The second response should include `Content-Encoding: dcz` (or `dcb`), `Vary: Accept-Encoding, Available-Dictionary`, and a `Content-Length` significantly smaller than a non-delta response.

You can also use [canicompress.com ↗](https://canicompress.com/) to confirm your browser supports shared dictionaries and to inspect a working delta-compressed response.

---

## Limitations

* **Origin-side work is required.** In passthrough mode, Cloudflare does not generate dictionaries or compute deltas. If your origin does not produce `dcb`/`dcz` responses, no compression savings occur.
* **Body-modifying features are incompatible.** Cloudflare features that rewrite response bodies do not work on delta-compressed responses.
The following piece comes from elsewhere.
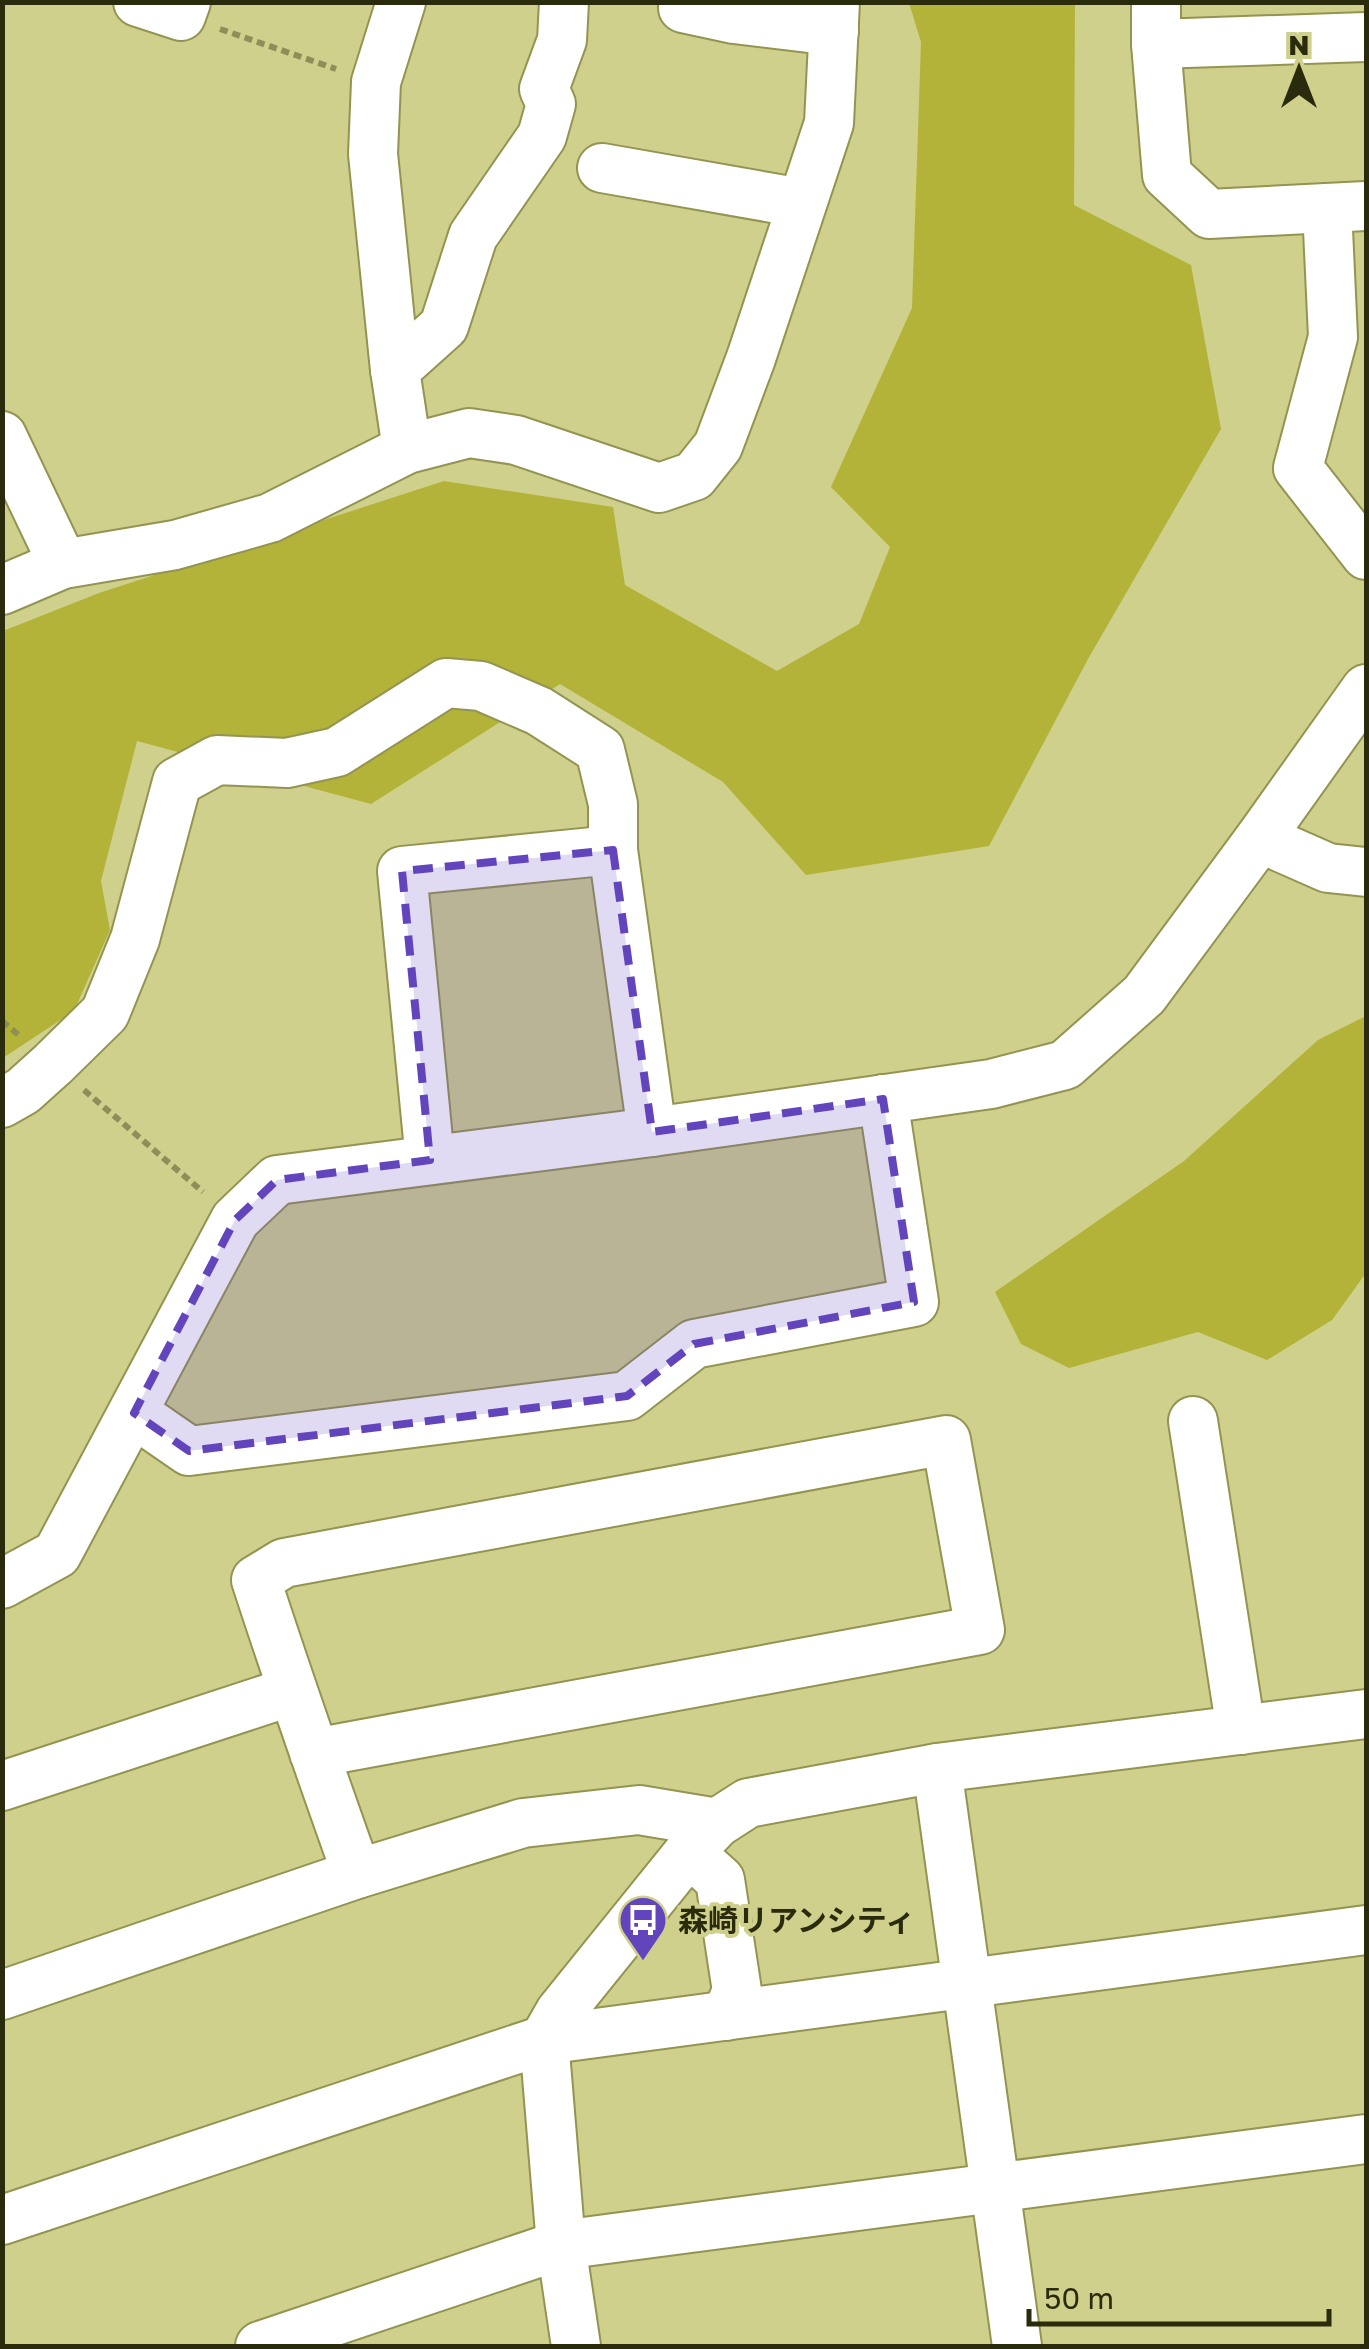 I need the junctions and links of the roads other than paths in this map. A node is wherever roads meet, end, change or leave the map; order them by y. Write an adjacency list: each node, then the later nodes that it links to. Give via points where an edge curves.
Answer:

Turn these features off on dictionary-compressed paths, or set `cache-control: no-transform` on the origin response. For details, refer to [Content compression](https://developers.cloudflare.com/speed/optimization/content/compression/).
* **Browser support is partial.** Visitors on browsers that do not request `dcb` or `dcz` continue to receive Brotli, Zstandard, or Gzip per your existing [Compression Rules](https://developers.cloudflare.com/rules/compression-rules/) and [default compression behavior](https://developers.cloudflare.com/speed/optimization/content/compression/).
* **Same-origin only.** Per [RFC 9842, Section 9.3.1 ↗](https://www.rfc-editor.org/rfc/rfc9842.html#section-9.3.1), dictionaries are scoped to the response origin. Cross-origin dictionary use is not supported.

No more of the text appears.